*Exercise directions*: Every single entry should be printed exactly.

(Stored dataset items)

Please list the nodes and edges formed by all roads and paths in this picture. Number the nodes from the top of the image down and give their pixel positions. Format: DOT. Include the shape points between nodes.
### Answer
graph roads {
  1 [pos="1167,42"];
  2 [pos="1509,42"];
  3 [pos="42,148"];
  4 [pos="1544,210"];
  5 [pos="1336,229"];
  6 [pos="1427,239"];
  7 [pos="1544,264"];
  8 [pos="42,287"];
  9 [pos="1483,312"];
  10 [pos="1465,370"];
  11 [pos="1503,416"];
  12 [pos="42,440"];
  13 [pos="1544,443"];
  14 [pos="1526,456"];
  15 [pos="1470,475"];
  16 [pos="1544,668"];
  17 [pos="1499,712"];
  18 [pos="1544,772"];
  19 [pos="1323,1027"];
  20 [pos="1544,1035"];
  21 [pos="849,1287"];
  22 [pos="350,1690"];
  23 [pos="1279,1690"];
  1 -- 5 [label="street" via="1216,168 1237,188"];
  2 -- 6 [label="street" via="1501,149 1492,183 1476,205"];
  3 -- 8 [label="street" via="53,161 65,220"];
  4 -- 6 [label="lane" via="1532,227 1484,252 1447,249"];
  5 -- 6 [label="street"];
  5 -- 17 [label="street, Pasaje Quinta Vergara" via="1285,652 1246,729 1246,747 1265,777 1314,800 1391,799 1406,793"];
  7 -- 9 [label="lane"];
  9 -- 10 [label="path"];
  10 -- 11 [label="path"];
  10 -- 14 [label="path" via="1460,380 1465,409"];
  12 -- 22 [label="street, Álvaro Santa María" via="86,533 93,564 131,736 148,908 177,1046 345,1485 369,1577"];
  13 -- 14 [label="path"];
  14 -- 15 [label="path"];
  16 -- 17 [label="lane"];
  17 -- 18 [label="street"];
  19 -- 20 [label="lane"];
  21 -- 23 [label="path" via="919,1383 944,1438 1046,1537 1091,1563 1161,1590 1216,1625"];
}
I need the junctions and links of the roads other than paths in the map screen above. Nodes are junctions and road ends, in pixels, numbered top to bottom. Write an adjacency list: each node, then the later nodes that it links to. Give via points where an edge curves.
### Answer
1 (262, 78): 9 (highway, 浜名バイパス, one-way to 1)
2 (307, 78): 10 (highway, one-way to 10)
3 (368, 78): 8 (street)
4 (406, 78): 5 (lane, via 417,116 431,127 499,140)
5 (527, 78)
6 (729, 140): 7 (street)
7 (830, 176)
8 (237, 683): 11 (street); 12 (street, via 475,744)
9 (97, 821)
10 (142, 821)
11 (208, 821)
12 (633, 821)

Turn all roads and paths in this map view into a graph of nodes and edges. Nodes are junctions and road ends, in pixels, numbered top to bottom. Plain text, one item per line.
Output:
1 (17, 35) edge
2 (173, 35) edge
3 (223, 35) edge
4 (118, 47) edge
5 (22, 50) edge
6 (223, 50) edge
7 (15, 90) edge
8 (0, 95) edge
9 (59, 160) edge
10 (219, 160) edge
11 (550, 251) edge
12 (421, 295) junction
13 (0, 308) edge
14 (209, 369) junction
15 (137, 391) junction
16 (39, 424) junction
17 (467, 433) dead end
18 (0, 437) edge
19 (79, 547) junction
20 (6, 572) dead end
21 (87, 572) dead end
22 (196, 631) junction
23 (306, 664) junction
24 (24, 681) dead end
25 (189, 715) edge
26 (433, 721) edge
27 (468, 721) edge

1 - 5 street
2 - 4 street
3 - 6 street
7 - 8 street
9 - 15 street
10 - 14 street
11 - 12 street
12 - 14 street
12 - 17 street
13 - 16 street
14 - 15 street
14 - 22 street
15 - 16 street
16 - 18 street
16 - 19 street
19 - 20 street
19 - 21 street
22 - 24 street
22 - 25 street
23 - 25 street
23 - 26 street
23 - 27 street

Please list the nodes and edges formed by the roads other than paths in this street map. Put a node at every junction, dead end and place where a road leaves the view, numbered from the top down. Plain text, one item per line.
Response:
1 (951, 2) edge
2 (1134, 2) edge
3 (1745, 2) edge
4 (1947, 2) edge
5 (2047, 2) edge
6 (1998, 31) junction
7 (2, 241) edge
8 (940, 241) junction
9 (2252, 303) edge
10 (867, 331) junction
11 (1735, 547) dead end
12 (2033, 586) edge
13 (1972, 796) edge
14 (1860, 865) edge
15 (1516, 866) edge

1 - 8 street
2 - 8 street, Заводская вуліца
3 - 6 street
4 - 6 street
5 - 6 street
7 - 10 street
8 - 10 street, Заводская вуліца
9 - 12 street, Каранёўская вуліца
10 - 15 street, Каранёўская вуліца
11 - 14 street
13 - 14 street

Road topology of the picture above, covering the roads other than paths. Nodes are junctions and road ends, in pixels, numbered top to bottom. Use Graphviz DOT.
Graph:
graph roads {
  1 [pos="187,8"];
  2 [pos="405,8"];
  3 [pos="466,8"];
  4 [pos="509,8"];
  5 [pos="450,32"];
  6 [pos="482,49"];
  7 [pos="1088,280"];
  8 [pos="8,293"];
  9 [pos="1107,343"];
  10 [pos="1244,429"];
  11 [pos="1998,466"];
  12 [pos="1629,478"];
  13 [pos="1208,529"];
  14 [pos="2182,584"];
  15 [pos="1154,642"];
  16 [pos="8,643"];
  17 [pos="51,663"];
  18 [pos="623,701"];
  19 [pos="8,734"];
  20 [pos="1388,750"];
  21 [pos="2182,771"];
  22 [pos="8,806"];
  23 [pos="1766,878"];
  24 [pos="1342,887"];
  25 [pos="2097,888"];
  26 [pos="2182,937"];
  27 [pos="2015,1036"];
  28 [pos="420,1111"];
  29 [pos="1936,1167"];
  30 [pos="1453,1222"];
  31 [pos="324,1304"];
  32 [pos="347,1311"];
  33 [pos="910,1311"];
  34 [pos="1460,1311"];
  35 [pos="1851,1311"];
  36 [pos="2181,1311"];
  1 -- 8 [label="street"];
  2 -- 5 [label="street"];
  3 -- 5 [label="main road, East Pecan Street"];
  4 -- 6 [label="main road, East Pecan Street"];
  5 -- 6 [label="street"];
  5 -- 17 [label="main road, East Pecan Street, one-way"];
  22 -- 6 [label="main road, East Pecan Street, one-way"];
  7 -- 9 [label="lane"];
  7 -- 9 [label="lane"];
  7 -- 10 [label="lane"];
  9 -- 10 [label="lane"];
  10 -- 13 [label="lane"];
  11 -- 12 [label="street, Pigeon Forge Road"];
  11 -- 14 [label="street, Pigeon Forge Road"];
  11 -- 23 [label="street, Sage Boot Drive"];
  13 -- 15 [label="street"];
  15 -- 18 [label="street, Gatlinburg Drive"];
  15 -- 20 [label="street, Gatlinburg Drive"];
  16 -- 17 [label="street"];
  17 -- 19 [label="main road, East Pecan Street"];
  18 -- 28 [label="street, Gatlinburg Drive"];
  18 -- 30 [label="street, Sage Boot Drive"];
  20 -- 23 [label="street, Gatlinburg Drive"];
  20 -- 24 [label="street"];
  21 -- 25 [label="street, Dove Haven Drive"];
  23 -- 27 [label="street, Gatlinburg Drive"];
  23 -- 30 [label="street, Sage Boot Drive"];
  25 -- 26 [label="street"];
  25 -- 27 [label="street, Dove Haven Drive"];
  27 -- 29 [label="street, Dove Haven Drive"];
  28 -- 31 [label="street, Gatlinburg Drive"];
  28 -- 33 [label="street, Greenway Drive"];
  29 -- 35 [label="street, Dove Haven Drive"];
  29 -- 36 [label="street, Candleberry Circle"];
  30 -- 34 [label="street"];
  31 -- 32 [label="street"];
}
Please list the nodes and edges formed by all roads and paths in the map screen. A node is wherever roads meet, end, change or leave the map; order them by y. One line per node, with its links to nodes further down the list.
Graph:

*Result for this exercise*:
Please list the nodes and edges formed by all roads and paths in this picture. Number the nodes from the top of the image down and give their pixel positions. Format: DOT. Include the shape points between nodes.
### Answer
graph roads {
  1 [pos="1167,42"];
  2 [pos="1509,42"];
  3 [pos="42,148"];
  4 [pos="1544,210"];
  5 [pos="1336,229"];
  6 [pos="1427,239"];
  7 [pos="1544,264"];
  8 [pos="42,287"];
  9 [pos="1483,312"];
  10 [pos="1465,370"];
  11 [pos="1503,416"];
  12 [pos="42,440"];
  13 [pos="1544,443"];
  14 [pos="1526,456"];
  15 [pos="1470,475"];
  16 [pos="1544,668"];
  17 [pos="1499,712"];
  18 [pos="1544,772"];
  19 [pos="1323,1027"];
  20 [pos="1544,1035"];
  21 [pos="849,1287"];
  22 [pos="350,1690"];
  23 [pos="1279,1690"];
  1 -- 5 [label="street" via="1216,168 1237,188"];
  2 -- 6 [label="street" via="1501,149 1492,183 1476,205"];
  3 -- 8 [label="street" via="53,161 65,220"];
  4 -- 6 [label="lane" via="1532,227 1484,252 1447,249"];
  5 -- 6 [label="street"];
  5 -- 17 [label="street, Pasaje Quinta Vergara" via="1285,652 1246,729 1246,747 1265,777 1314,800 1391,799 1406,793"];
  7 -- 9 [label="lane"];
  9 -- 10 [label="path"];
  10 -- 11 [label="path"];
  10 -- 14 [label="path" via="1460,380 1465,409"];
  12 -- 22 [label="street, Álvaro Santa María" via="86,533 93,564 131,736 148,908 177,1046 345,1485 369,1577"];
  13 -- 14 [label="path"];
  14 -- 15 [label="path"];
  16 -- 17 [label="lane"];
  17 -- 18 [label="street"];
  19 -- 20 [label="lane"];
  21 -- 23 [label="path" via="919,1383 944,1438 1046,1537 1091,1563 1161,1590 1216,1625"];
}
I need the junctions and links of the roads other than paths in the map screen above. Nodes are junctions and road ends, in pixels, numbered top to bottom. Write an adjacency list: each node, then the later nodes that it links to. Give via points where an edge curves.
### Answer
1 (262, 78): 9 (highway, 浜名バイパス, one-way to 1)
2 (307, 78): 10 (highway, one-way to 10)
3 (368, 78): 8 (street)
4 (406, 78): 5 (lane, via 417,116 431,127 499,140)
5 (527, 78)
6 (729, 140): 7 (street)
7 (830, 176)
8 (237, 683): 11 (street); 12 (street, via 475,744)
9 (97, 821)
10 (142, 821)
11 (208, 821)
12 (633, 821)

Turn all roads and paths in this map view into a graph of nodes and edges. Nodes are junctions and road ends, in pixels, numbered top to bottom. Plain text, one item per line.
Output:
1 (17, 35) edge
2 (173, 35) edge
3 (223, 35) edge
4 (118, 47) edge
5 (22, 50) edge
6 (223, 50) edge
7 (15, 90) edge
8 (0, 95) edge
9 (59, 160) edge
10 (219, 160) edge
11 (550, 251) edge
12 (421, 295) junction
13 (0, 308) edge
14 (209, 369) junction
15 (137, 391) junction
16 (39, 424) junction
17 (467, 433) dead end
18 (0, 437) edge
19 (79, 547) junction
20 (6, 572) dead end
21 (87, 572) dead end
22 (196, 631) junction
23 (306, 664) junction
24 (24, 681) dead end
25 (189, 715) edge
26 (433, 721) edge
27 (468, 721) edge

1 - 5 street
2 - 4 street
3 - 6 street
7 - 8 street
9 - 15 street
10 - 14 street
11 - 12 street
12 - 14 street
12 - 17 street
13 - 16 street
14 - 15 street
14 - 22 street
15 - 16 street
16 - 18 street
16 - 19 street
19 - 20 street
19 - 21 street
22 - 24 street
22 - 25 street
23 - 25 street
23 - 26 street
23 - 27 street

Please list the nodes and edges formed by the roads other than paths in this street map. Put a node at every junction, dead end and place where a road leaves the view, numbered from the top down. Plain text, one item per line.
Response:
1 (951, 2) edge
2 (1134, 2) edge
3 (1745, 2) edge
4 (1947, 2) edge
5 (2047, 2) edge
6 (1998, 31) junction
7 (2, 241) edge
8 (940, 241) junction
9 (2252, 303) edge
10 (867, 331) junction
11 (1735, 547) dead end
12 (2033, 586) edge
13 (1972, 796) edge
14 (1860, 865) edge
15 (1516, 866) edge

1 - 8 street
2 - 8 street, Заводская вуліца
3 - 6 street
4 - 6 street
5 - 6 street
7 - 10 street
8 - 10 street, Заводская вуліца
9 - 12 street, Каранёўская вуліца
10 - 15 street, Каранёўская вуліца
11 - 14 street
13 - 14 street

Road topology of the picture above, covering the roads other than paths. Nodes are junctions and road ends, in pixels, numbered top to bottom. Use Graphviz DOT.
Graph:
graph roads {
  1 [pos="187,8"];
  2 [pos="405,8"];
  3 [pos="466,8"];
  4 [pos="509,8"];
  5 [pos="450,32"];
  6 [pos="482,49"];
  7 [pos="1088,280"];
  8 [pos="8,293"];
  9 [pos="1107,343"];
  10 [pos="1244,429"];
  11 [pos="1998,466"];
  12 [pos="1629,478"];
  13 [pos="1208,529"];
  14 [pos="2182,584"];
  15 [pos="1154,642"];
  16 [pos="8,643"];
  17 [pos="51,663"];
  18 [pos="623,701"];
  19 [pos="8,734"];
  20 [pos="1388,750"];
  21 [pos="2182,771"];
  22 [pos="8,806"];
  23 [pos="1766,878"];
  24 [pos="1342,887"];
  25 [pos="2097,888"];
  26 [pos="2182,937"];
  27 [pos="2015,1036"];
  28 [pos="420,1111"];
  29 [pos="1936,1167"];
  30 [pos="1453,1222"];
  31 [pos="324,1304"];
  32 [pos="347,1311"];
  33 [pos="910,1311"];
  34 [pos="1460,1311"];
  35 [pos="1851,1311"];
  36 [pos="2181,1311"];
  1 -- 8 [label="street"];
  2 -- 5 [label="street"];
  3 -- 5 [label="main road, East Pecan Street"];
  4 -- 6 [label="main road, East Pecan Street"];
  5 -- 6 [label="street"];
  5 -- 17 [label="main road, East Pecan Street, one-way"];
  22 -- 6 [label="main road, East Pecan Street, one-way"];
  7 -- 9 [label="lane"];
  7 -- 9 [label="lane"];
  7 -- 10 [label="lane"];
  9 -- 10 [label="lane"];
  10 -- 13 [label="lane"];
  11 -- 12 [label="street, Pigeon Forge Road"];
  11 -- 14 [label="street, Pigeon Forge Road"];
  11 -- 23 [label="street, Sage Boot Drive"];
  13 -- 15 [label="street"];
  15 -- 18 [label="street, Gatlinburg Drive"];
  15 -- 20 [label="street, Gatlinburg Drive"];
  16 -- 17 [label="street"];
  17 -- 19 [label="main road, East Pecan Street"];
  18 -- 28 [label="street, Gatlinburg Drive"];
  18 -- 30 [label="street, Sage Boot Drive"];
  20 -- 23 [label="street, Gatlinburg Drive"];
  20 -- 24 [label="street"];
  21 -- 25 [label="street, Dove Haven Drive"];
  23 -- 27 [label="street, Gatlinburg Drive"];
  23 -- 30 [label="street, Sage Boot Drive"];
  25 -- 26 [label="street"];
  25 -- 27 [label="street, Dove Haven Drive"];
  27 -- 29 [label="street, Dove Haven Drive"];
  28 -- 31 [label="street, Gatlinburg Drive"];
  28 -- 33 [label="street, Greenway Drive"];
  29 -- 35 [label="street, Dove Haven Drive"];
  29 -- 36 [label="street, Candleberry Circle"];
  30 -- 34 [label="street"];
  31 -- 32 [label="street"];
}
Please list the nodes and edges formed by all roads and paths in the map screen. A node is wherever roads meet, end, change or leave the map; order them by y. One line per node, with its links to nodes further down the list.
Graph:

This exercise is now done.